Objectives: To evaluate the performance of a first-trimester fetal aneuploidy screening program, with a documented underestimation of nuchal translucency thickness measurements (NT) compared to the Fetal Medicine Foundation (FMF) reference range.

Methods: We analysed the data of Algemeen Medisch Laboratorium (AML) in Antwerp, Belgium, on combined screening with pregnancy-associated plasma protein-A (PAPP-A), free beta-human chorionic gonadotropin (FB-hCG) and NT. NT-multiples of the median (MoM), relative to the FMF reference range, were used for risk calculations.
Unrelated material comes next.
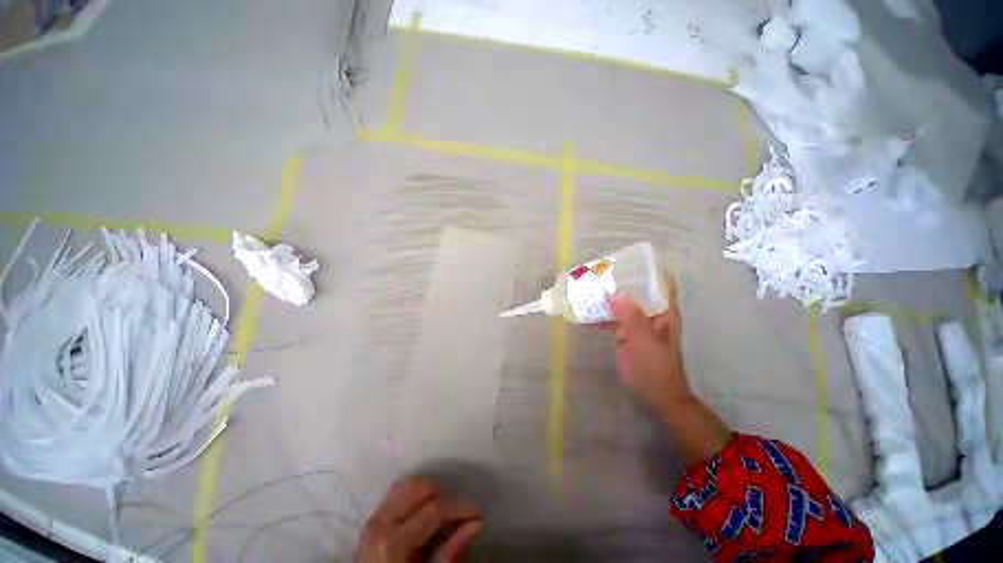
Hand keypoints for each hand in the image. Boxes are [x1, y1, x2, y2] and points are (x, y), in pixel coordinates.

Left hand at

Results: The proportion of first-trimester screening tests in the total of serum screening tests increased from 1.3% (125/9424) in 2000 to 53.1% (6577/12 377) in 2003. Only 11.4% (1514/13 267) of NT measurements were performed according to FMF criteria. The 80.8% (21/26) trisomy 21 (T21) detection rate (DR) at cut off 1:300 resulted from maternal serum screening. NT measurements did not add to this DR, but reduced the false-positive rate from 16.8% (2212/13181) to 8.6% (1130/13181). Only 23.8% (5/21) of T21 detections were by FMF trainees.

Conclusion: Easy access to screening and maternal serum parameters accounted for the majority of T21 detections in our first-trimester combined screening program.